*** Opening EXTRACTED INFORMATION ***

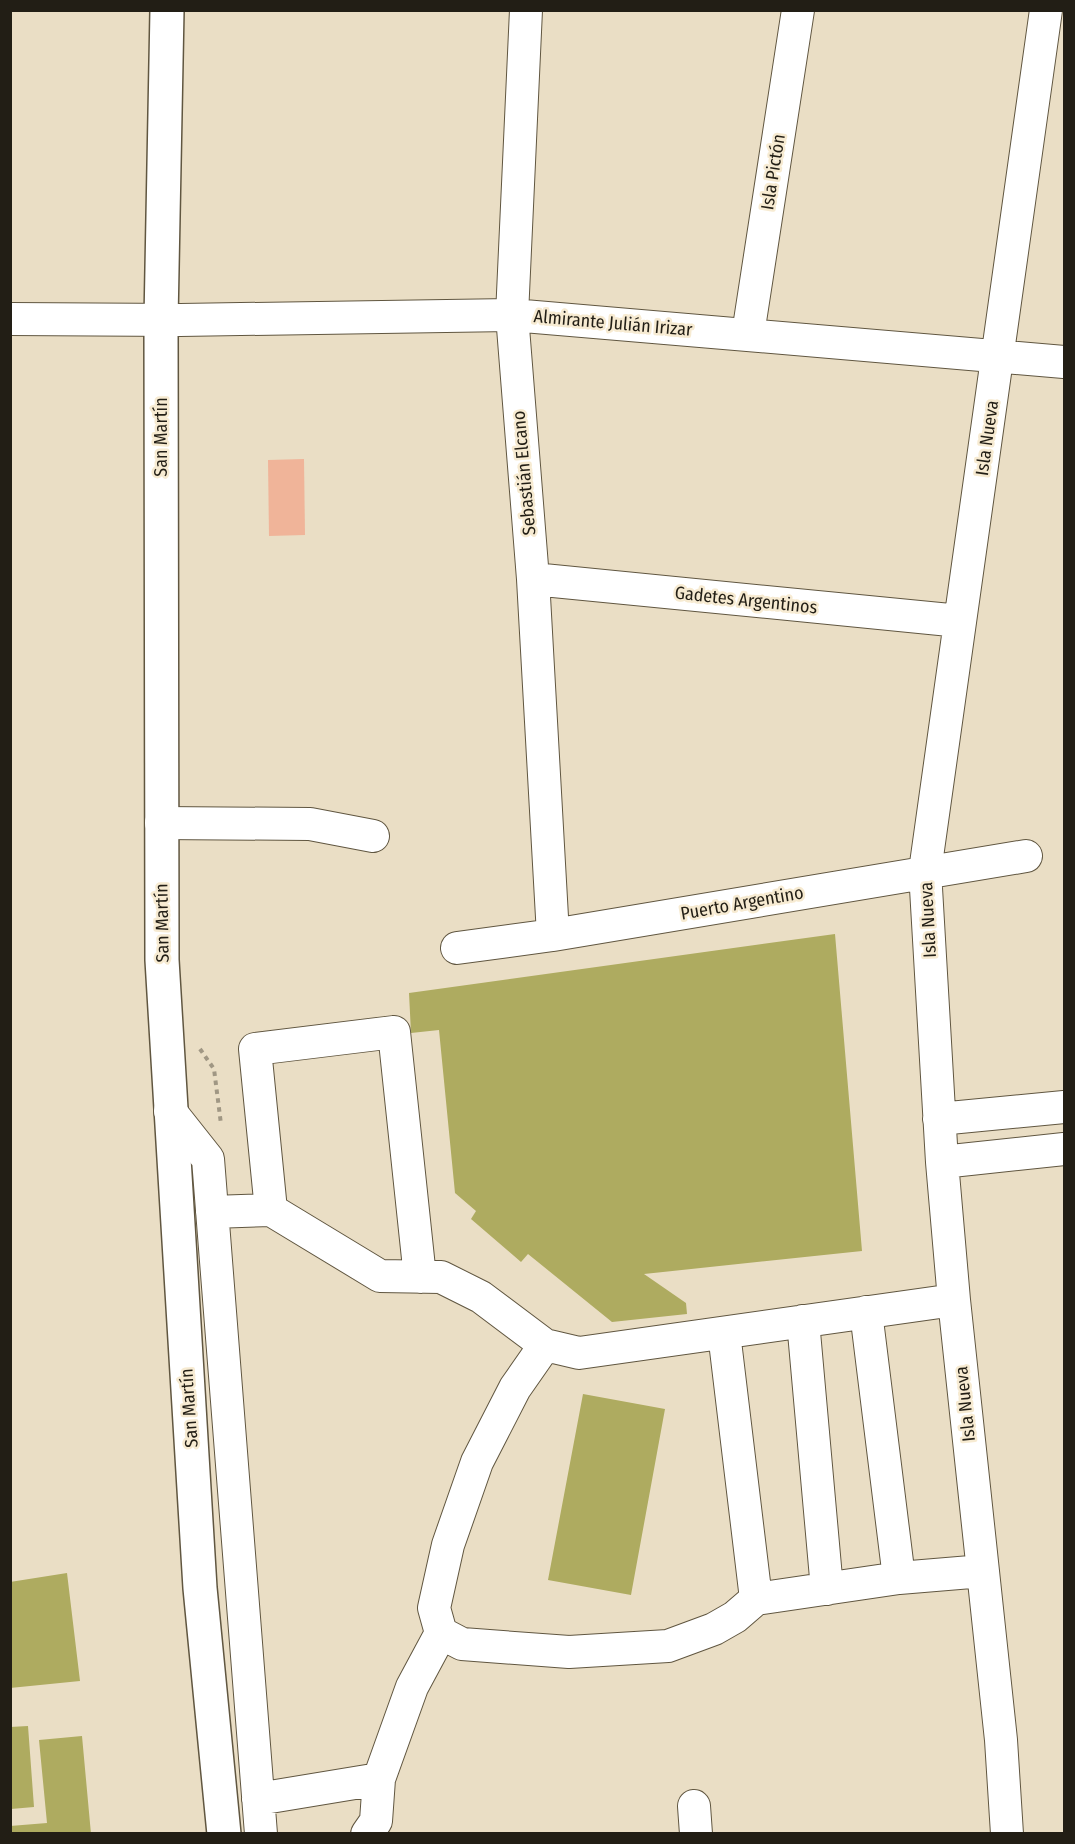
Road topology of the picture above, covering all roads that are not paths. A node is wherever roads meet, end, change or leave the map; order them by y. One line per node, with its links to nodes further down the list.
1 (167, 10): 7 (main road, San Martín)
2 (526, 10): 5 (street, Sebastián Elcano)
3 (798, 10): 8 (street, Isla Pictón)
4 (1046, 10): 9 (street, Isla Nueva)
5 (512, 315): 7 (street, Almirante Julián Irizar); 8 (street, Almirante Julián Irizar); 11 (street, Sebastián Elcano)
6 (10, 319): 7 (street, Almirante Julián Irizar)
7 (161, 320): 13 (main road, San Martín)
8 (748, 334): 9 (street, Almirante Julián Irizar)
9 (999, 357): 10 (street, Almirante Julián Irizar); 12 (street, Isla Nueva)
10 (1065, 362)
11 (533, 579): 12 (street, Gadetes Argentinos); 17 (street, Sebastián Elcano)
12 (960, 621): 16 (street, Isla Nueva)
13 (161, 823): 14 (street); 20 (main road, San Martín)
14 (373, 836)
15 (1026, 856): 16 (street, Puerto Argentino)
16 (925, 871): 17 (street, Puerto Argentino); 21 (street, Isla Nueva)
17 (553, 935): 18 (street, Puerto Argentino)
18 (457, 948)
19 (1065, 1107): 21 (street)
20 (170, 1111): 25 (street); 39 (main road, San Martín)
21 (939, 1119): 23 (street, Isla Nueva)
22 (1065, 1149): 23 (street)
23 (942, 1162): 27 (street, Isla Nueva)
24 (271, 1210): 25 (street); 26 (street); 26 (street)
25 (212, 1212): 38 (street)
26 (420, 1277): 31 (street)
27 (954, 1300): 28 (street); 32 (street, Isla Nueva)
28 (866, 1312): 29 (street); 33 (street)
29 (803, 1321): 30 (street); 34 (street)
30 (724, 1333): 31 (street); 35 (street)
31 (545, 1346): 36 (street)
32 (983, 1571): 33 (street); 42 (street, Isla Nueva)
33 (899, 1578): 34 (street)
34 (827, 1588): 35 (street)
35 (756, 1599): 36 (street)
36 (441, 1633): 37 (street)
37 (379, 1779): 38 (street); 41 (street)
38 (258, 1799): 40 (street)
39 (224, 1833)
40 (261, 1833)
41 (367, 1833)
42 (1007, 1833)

*** Closing EXTRACTED INFORMATION ***

**PROBLEM TO WORK ON:**
Every line of the listing above is to be repeated exactly, with its pictures left out.

**RESPONSE TO THIS TASK:**
Road topology of the picture above, covering all roads that are not paths. A node is wherever roads meet, end, change or leave the map; order them by y. One line per node, with its links to nodes further down the list.
1 (167, 10): 7 (main road, San Martín)
2 (526, 10): 5 (street, Sebastián Elcano)
3 (798, 10): 8 (street, Isla Pictón)
4 (1046, 10): 9 (street, Isla Nueva)
5 (512, 315): 7 (street, Almirante Julián Irizar); 8 (street, Almirante Julián Irizar); 11 (street, Sebastián Elcano)
6 (10, 319): 7 (street, Almirante Julián Irizar)
7 (161, 320): 13 (main road, San Martín)
8 (748, 334): 9 (street, Almirante Julián Irizar)
9 (999, 357): 10 (street, Almirante Julián Irizar); 12 (street, Isla Nueva)
10 (1065, 362)
11 (533, 579): 12 (street, Gadetes Argentinos); 17 (street, Sebastián Elcano)
12 (960, 621): 16 (street, Isla Nueva)
13 (161, 823): 14 (street); 20 (main road, San Martín)
14 (373, 836)
15 (1026, 856): 16 (street, Puerto Argentino)
16 (925, 871): 17 (street, Puerto Argentino); 21 (street, Isla Nueva)
17 (553, 935): 18 (street, Puerto Argentino)
18 (457, 948)
19 (1065, 1107): 21 (street)
20 (170, 1111): 25 (street); 39 (main road, San Martín)
21 (939, 1119): 23 (street, Isla Nueva)
22 (1065, 1149): 23 (street)
23 (942, 1162): 27 (street, Isla Nueva)
24 (271, 1210): 25 (street); 26 (street); 26 (street)
25 (212, 1212): 38 (street)
26 (420, 1277): 31 (street)
27 (954, 1300): 28 (street); 32 (street, Isla Nueva)
28 (866, 1312): 29 (street); 33 (street)
29 (803, 1321): 30 (street); 34 (street)
30 (724, 1333): 31 (street); 35 (street)
31 (545, 1346): 36 (street)
32 (983, 1571): 33 (street); 42 (street, Isla Nueva)
33 (899, 1578): 34 (street)
34 (827, 1588): 35 (street)
35 (756, 1599): 36 (street)
36 (441, 1633): 37 (street)
37 (379, 1779): 38 (street); 41 (street)
38 (258, 1799): 40 (street)
39 (224, 1833)
40 (261, 1833)
41 (367, 1833)
42 (1007, 1833)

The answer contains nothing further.